Je n'avais vu de Miklós Jancsó que "Les sans-espoirs" qui fut plaisant à voir sans pour autant me laisser de grands souvenirs. Les choses ont cependant bien changé avec "Pour Electre" que certains considèrent comme l'un de ses longs-métrages les plus proverbiaux. Etrangement dénué de synopsis sur ce site, le film nous conte l'histoire d'Electre faisant face à Egisthe, celui qui a tué son père, le roi Agamemnon. Parallèlement, elle attend le retour de son frère Oreste que l'on annoncera comme étant mort. L'intrigue du fameux mythe d'Electre se déroule avec un réel panache dont l'on se plaît à vouloir connaître le fin mot de l'histoire de révélations en révélations. Pour autant, la mise en scène est bien éloignée de tout standardisme et de volonté de plaire au plus grand nombre.

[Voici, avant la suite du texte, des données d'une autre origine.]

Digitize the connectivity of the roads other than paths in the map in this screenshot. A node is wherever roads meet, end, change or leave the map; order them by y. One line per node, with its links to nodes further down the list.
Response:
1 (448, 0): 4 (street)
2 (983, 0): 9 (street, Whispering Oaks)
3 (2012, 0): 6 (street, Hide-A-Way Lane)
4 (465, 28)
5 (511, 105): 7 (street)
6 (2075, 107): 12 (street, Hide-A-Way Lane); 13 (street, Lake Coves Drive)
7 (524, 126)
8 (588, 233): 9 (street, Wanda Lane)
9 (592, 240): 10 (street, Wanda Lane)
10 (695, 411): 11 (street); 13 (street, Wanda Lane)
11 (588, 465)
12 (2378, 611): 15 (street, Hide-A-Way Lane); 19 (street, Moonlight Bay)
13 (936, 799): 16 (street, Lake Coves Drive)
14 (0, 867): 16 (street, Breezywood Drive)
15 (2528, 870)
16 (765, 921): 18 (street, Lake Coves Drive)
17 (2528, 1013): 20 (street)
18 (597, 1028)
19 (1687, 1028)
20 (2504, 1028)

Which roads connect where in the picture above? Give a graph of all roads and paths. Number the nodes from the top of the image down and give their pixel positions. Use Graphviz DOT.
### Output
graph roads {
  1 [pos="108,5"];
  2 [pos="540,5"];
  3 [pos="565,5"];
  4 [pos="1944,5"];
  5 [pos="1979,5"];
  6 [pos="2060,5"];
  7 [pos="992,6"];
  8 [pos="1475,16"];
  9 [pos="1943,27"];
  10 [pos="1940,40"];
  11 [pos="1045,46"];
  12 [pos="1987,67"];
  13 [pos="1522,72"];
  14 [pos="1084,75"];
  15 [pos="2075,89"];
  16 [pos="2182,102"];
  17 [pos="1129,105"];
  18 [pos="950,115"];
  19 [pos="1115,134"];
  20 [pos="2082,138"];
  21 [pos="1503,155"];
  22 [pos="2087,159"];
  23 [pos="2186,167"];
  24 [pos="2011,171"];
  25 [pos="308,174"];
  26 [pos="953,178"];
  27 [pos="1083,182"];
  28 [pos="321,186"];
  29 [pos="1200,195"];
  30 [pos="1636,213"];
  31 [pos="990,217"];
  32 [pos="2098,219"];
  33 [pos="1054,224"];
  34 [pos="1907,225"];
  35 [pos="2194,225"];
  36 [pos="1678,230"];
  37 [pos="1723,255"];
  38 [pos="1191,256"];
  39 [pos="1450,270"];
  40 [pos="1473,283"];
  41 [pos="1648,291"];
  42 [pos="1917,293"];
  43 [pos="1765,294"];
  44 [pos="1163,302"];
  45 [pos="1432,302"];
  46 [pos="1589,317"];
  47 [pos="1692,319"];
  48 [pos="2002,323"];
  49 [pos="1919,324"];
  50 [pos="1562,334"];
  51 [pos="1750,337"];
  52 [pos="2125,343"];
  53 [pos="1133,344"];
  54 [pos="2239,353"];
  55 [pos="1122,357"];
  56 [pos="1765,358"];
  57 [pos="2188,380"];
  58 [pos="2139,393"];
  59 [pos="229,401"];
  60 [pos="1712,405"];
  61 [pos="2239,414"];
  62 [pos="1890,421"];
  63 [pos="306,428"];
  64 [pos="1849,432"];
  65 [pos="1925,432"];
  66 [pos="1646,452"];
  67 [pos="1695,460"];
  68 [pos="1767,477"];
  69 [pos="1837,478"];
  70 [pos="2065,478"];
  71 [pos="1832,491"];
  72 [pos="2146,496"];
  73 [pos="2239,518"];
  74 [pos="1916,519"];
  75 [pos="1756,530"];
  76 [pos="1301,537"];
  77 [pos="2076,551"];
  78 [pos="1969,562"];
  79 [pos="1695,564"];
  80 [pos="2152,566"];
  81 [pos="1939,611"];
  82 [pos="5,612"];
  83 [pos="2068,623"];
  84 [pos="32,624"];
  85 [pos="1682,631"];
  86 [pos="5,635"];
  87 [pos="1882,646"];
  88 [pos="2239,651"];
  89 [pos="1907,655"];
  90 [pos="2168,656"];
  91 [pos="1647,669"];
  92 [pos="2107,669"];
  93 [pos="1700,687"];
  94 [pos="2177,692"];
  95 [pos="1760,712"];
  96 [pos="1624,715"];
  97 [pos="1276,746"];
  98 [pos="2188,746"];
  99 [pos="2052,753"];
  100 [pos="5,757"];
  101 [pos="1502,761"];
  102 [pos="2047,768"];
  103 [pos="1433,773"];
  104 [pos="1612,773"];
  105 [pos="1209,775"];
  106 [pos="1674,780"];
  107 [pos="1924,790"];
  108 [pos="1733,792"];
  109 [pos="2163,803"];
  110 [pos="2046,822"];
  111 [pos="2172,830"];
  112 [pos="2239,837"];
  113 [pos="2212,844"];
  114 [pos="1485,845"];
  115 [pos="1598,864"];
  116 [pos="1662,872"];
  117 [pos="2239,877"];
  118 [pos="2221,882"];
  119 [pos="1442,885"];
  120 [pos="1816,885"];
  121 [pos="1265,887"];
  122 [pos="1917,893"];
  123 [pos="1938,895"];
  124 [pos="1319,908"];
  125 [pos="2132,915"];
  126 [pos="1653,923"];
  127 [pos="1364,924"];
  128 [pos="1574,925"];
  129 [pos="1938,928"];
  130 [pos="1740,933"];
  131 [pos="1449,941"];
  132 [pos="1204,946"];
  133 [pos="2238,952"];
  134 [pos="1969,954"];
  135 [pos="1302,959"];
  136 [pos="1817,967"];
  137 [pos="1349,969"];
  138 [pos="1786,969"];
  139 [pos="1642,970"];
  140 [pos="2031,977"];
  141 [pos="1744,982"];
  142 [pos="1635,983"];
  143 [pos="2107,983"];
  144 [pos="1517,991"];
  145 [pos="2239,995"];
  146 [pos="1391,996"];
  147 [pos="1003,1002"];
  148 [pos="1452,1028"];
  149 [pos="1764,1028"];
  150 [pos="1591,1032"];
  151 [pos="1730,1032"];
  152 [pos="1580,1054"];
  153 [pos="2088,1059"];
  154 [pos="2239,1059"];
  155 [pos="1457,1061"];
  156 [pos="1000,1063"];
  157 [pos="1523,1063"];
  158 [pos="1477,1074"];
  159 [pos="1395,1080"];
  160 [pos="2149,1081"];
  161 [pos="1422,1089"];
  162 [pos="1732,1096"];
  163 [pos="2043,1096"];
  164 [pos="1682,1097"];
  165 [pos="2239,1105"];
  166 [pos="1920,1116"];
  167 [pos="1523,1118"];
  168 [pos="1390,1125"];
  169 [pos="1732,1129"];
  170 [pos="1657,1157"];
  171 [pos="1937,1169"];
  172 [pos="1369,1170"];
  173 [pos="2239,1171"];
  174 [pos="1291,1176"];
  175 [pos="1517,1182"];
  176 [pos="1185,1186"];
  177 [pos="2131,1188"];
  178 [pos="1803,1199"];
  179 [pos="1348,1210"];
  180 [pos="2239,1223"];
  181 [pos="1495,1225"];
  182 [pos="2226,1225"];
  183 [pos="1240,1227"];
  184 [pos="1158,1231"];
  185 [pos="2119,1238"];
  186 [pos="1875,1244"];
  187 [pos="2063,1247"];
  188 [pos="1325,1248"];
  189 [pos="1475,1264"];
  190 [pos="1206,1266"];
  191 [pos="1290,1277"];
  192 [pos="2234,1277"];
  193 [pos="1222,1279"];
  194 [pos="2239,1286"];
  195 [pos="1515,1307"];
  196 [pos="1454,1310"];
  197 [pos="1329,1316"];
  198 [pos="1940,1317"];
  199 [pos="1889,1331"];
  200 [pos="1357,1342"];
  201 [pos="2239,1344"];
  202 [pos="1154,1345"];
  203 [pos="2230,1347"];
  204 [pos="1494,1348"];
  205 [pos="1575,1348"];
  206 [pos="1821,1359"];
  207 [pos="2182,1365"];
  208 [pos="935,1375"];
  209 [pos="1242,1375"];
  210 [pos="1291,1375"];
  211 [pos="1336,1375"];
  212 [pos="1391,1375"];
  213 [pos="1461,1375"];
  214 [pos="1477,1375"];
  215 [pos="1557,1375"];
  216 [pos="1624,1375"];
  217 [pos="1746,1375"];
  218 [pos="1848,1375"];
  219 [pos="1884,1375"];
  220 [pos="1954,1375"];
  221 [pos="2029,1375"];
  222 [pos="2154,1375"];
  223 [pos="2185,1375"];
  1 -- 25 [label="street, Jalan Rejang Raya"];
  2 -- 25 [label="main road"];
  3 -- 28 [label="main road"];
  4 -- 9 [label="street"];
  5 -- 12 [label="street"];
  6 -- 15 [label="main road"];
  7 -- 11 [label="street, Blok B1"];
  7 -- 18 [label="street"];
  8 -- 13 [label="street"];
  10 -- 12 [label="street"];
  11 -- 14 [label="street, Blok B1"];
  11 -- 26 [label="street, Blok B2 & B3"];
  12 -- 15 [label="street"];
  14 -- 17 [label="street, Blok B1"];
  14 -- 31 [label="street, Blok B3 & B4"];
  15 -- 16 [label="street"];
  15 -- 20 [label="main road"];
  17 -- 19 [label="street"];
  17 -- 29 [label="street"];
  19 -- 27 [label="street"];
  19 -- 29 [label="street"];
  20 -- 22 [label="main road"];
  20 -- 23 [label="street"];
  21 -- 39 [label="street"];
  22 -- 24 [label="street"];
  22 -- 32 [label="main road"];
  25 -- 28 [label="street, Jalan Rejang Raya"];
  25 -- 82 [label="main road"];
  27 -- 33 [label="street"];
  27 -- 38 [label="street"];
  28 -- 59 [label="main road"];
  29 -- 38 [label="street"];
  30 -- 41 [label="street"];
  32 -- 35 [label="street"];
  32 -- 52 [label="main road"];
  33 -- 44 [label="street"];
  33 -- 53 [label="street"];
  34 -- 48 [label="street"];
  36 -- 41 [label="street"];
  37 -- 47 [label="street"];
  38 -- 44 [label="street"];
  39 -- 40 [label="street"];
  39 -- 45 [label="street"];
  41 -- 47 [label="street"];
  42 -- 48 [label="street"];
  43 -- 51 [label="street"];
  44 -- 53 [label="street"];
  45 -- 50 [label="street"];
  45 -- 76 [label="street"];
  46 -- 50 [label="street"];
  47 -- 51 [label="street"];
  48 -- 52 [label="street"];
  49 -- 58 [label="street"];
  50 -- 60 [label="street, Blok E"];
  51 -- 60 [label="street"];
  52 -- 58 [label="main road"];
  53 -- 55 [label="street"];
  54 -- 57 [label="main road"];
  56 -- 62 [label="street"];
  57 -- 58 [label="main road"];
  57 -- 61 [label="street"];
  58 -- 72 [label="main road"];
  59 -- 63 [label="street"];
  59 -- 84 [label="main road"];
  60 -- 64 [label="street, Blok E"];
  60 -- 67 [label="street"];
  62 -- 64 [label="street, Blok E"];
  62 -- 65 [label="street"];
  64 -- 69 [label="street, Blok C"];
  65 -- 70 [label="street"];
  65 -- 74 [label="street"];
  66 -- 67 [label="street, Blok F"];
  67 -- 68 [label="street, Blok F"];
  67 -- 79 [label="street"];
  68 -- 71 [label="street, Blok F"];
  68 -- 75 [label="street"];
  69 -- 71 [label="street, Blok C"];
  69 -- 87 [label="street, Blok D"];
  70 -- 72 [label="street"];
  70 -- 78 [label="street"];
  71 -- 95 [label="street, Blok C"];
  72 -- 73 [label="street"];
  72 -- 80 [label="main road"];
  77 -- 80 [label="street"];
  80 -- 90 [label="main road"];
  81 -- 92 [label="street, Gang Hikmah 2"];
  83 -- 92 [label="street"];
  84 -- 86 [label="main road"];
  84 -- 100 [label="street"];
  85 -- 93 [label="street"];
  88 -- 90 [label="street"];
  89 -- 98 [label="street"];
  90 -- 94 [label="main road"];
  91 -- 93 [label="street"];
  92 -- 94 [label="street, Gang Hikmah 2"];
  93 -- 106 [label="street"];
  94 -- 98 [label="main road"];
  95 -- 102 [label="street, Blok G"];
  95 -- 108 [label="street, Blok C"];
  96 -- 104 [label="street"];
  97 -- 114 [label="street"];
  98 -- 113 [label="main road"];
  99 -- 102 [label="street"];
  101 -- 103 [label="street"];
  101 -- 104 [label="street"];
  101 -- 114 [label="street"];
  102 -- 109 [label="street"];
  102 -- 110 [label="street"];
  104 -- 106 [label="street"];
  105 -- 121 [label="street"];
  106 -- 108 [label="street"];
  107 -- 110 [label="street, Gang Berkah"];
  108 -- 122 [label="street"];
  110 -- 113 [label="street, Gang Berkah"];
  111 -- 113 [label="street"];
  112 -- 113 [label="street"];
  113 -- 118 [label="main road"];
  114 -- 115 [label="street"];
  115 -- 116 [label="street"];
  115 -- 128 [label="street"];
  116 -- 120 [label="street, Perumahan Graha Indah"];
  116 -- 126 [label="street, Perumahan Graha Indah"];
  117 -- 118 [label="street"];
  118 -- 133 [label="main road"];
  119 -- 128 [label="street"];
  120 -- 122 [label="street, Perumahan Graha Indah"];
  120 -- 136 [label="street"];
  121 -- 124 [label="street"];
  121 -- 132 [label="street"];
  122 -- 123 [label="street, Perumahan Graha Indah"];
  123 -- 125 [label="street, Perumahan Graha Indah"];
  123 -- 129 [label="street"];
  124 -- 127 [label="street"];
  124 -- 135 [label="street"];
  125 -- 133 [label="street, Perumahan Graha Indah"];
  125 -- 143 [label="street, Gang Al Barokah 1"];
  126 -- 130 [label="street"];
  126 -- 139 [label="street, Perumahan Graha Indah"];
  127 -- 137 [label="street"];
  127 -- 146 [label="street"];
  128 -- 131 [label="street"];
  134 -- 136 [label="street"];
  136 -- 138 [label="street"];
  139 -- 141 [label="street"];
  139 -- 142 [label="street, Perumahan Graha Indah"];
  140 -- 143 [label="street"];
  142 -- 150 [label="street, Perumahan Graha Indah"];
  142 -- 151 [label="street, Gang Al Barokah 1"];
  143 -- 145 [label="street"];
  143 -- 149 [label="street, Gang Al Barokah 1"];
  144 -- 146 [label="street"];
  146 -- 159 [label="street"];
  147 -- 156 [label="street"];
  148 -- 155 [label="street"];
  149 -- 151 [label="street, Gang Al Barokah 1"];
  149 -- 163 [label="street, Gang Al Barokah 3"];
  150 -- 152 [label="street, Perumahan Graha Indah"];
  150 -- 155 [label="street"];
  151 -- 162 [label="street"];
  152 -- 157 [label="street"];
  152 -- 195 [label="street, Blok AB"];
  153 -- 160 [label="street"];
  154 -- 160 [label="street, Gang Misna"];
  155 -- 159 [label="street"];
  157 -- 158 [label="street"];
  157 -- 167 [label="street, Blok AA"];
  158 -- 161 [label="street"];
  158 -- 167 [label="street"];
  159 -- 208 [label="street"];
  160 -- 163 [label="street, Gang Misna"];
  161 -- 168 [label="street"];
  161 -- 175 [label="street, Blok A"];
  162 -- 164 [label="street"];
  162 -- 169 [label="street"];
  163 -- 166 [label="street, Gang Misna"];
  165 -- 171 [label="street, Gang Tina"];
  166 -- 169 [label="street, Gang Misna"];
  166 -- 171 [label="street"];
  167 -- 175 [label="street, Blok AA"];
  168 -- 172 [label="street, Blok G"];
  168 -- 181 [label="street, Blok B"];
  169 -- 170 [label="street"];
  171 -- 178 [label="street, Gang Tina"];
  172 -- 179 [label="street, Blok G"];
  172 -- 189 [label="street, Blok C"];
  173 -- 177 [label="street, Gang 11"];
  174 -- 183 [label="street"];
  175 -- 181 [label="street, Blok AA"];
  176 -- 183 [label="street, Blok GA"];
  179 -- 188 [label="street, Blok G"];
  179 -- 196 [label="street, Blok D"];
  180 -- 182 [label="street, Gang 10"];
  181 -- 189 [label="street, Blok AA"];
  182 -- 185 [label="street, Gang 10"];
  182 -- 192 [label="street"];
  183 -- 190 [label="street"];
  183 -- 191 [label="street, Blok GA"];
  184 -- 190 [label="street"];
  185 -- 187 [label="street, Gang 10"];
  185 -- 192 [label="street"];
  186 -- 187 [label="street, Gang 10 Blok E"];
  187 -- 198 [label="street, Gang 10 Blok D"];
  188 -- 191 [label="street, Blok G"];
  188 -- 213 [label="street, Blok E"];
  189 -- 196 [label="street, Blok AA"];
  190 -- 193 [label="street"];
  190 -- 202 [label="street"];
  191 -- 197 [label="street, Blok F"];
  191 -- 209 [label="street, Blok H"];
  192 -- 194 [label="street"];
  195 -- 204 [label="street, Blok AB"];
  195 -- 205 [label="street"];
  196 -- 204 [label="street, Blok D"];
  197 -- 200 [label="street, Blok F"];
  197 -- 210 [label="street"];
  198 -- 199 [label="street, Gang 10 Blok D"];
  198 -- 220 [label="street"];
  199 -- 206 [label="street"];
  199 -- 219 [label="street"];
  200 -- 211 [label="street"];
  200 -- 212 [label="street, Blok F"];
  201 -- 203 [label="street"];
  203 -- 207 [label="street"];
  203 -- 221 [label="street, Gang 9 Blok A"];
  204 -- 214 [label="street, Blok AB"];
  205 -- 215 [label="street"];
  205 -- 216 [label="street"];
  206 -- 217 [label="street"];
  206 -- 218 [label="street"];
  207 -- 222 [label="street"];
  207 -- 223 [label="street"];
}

"Pour Electre" est un film d'art mais d'Art avec un grand A. Ce qui frappe avant tout sont les décors dont la vivacité n'a d'égale que la beauté. On ne peut s'empêcher de penser au travail de Sergueï Paradjanov. Mais si celui-ci faisait l'éloge du statique, Jancsó lui préfère la toile en mouvement. Et nous le verrons très bien à chaque instant où se déplace la caméra dans des plans séquences à couper le souffle de beauté et de synchronicité (ça ne serait pas étonnant que Béla Tarr se soit grandement inspiré de Jancsó). Les arrière-plans sont occupés à chaque instant par des humains s'affrétant à des actes chorégraphiés qu'ils soient au sol ou dans le rôle de cavaliers. Ce n'est finalement pas un hasard que toute la construction soit du théâtre filmé puisqu'il s'agit d'une adaptation d'une pièce de théâtre. Jancsó aura réussi avec un talent peu commun à retranscrire l'essence même de l'oeuvre d'origine derrière sa caméra saisissant à chaque instant l'existence des êtres et biens, le tout dans un lieu fixe où jamais ne cesse l'inventivité de sa reconstruction. Du Paradjanov en mouvement.
Ainsi, l'histoire, riche et simple à la fois, s'enorgueillit de nombreuses symboliques, que ça soit le cheval (l'animal noble et gracieux), la nudité omniprésente (renvoyant à l'humain originel en harmonie avec la nature) ou encore cet inattendu hélicoptère rouge dont la couleur rouge renvoie à l'oiseau de feu. Mais cette intrusion moderniste pourrait aussi se voir comme la perpétuation du mythe à travers les âges jusqu'à nous atteindre. Et c'est bel et bien là que Jancsó a fait preuve d'un succulent culot. En 1974, le joug communiste était encore de la partie et ces appels incessants à la Révolution des sujets contre le pouvoir tyrannique de Egisthe n'est qu'une parabole de la dictature soviétique qu'il faut abattre pour embrasser des jours meilleurs. Y a-t-il eu scandale à sa sortie ? J'avoue ne pas m'être renseigné davantage mais ça n'aurait pas été étonnant.
"Pour Electre" est une pièce maîtresse du cinéma hongrois. Exigeante mais si gratifiante à en analyser tous les sens possibles. Beau et austère à la fois. Je pensais m'évanouir devant en le visionnant hier soir à minuit et demi. Il n'en fut rien.